Experts and practitioners from the fields of history, sociology, anthropology, fiction, film, and political policy will lead conversations on key issues through panel discussions, conferences, and courses.
The Dialogue Project offers this special topic series in partnership with the Department of Latin American, Latino, and Caribbean Studies, and will also highlight related courses from across the Arts and Sciences.
“The overwhelming complexity of today’s border dynamics necessitates that we apply an interdisciplinary lens if we are to understand what is at stake for our society and our nation.”

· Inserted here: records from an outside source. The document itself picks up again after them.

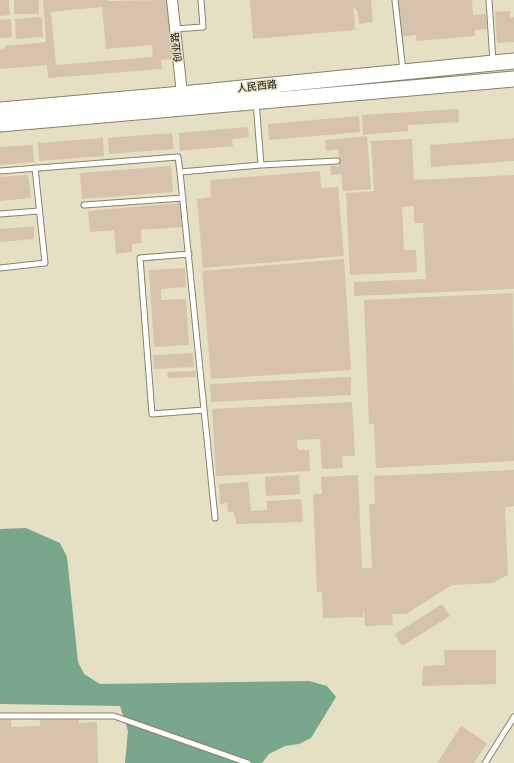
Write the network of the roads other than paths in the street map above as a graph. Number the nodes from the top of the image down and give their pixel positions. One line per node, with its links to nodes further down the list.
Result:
1 (172, 0): 5 (street, 创业路)
2 (201, 0): 5 (lane)
3 (395, 0): 8 (lane)
4 (489, 0): 7 (lane)
5 (175, 29): 10 (street, 创业路)
6 (514, 61): 7 (main road, 人民西路)
7 (493, 63): 8 (main road, 人民西路)
8 (403, 72): 10 (main road, 人民西路)
9 (514, 78): 11 (main road, 人民西路)
10 (182, 94): 12 (main road, 人民西路)
11 (256, 101): 13 (main road, 人民西路); 15 (lane)
12 (0, 110)
13 (0, 124)
14 (337, 161): 15 (lane)
15 (261, 165): 18 (lane)
16 (35, 168): 17 (lane); 18 (lane); 21 (lane)
17 (0, 171)
18 (180, 172): 19 (lane)
19 (183, 198): 20 (lane); 23 (lane)
20 (84, 205)
21 (40, 211): 22 (lane); 24 (lane)
22 (0, 214)
23 (188, 254): 25 (lane); 25 (lane)
24 (0, 268)
25 (204, 410): 26 (lane)
26 (215, 518)
27 (0, 716): 29 (lane)
28 (514, 717): 30 (lane)
29 (248, 763)
30 (485, 763)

Desirée Garcia, Associate Professor and Chair, Department of Latin American, Latino, & Caribbean Studies
Panel Conversation: What Is Mass Deportation?
Monday, Jan. 13, 4-6 p.m.
Filene Auditorium
The Department of Latin American, Latino, and Caribbean Studies hosts a panel of experts to shed light on the U.S. immigration system. Matt Garcia, Ralph and Richard Lazarus Professor of History, Latin American, Latino, and Caribbean Studies, and Human Relations, moderates a discussion featuring University of Illinois historian Adam Goodman, Brown University anthropologist Ieva Jusionyte, and UCLA sociologist Cecilia Menjívar.
Children of Cuarón: Speculative Futures Through Cinematic Fiction Conference
Feb. 20-22
Schedule and panelists
Authors, filmmakers, historians, and literary scholars convene for a series of film screenings and panel discussions that explore how speculative fiction in literature and film provides opportunities to discuss some of the most pressing concerns now confronting our global society.
Alfonso Cuarón’s 2006 film Children of Men includes graphic depictions of border spaces and the mass deportation of immigrants, set within a near future in which sterility and environmental crises have hardened political borders and destroyed social bonds. Border crossing, environmental decline, childbirth, and women’s bodies are also themes in Octavia Butler’s novels Parable of the Sower and Parable of the Talents. In these creative works the date in which the “futures” are set has either arrived (Butler’s 2024) or is about to arrive (Cuarón’s 2027), which makes this conference timely for 2025.
Mexico As Border? Power, Violence, and the Future of U.S.-Mexico Relations
Tuesday, April 1
Details forthcoming
The implementation of restrictive U.S. immigration policies at the U.S.-Mexico border has increasingly depended on the cooperation of Mexico’s ruling Morena Party. An esteemed panel of experts offers an exploration of the Morena Party’s past and the future of the U.S.-Mexico relationship. With President-elect Donald Trump’s greater scrutiny of the alleged traffic of narcotics across the U.S.-Mexico border, how will Claudia Sheinbaum, Mexico’s new president, manage the influence of cartels and defend Mexican sovereignty?
Panelists Alex Aviña (Arizona State University), Benjamin Smith (University of Warwick), Ariel Rodriguez Kuri (Colegio de México) and Adela Cedillo (University of Houston) will publish a dossier with Nexos that discusses how Morena came to power, why it maintains popular support in Mexico, and how it has dealt with challenges created by its neighbor to the north. The dossier constitutes one of the first scholarly assessments of Mexico’s ruling party. Our event promises to provide the Dartmouth community a unique opportunity to see US-Mexico relations from the Mexican perspective, and to assess the future of immigration policy under the second Trump Presidency and the new Sheinbaum administration.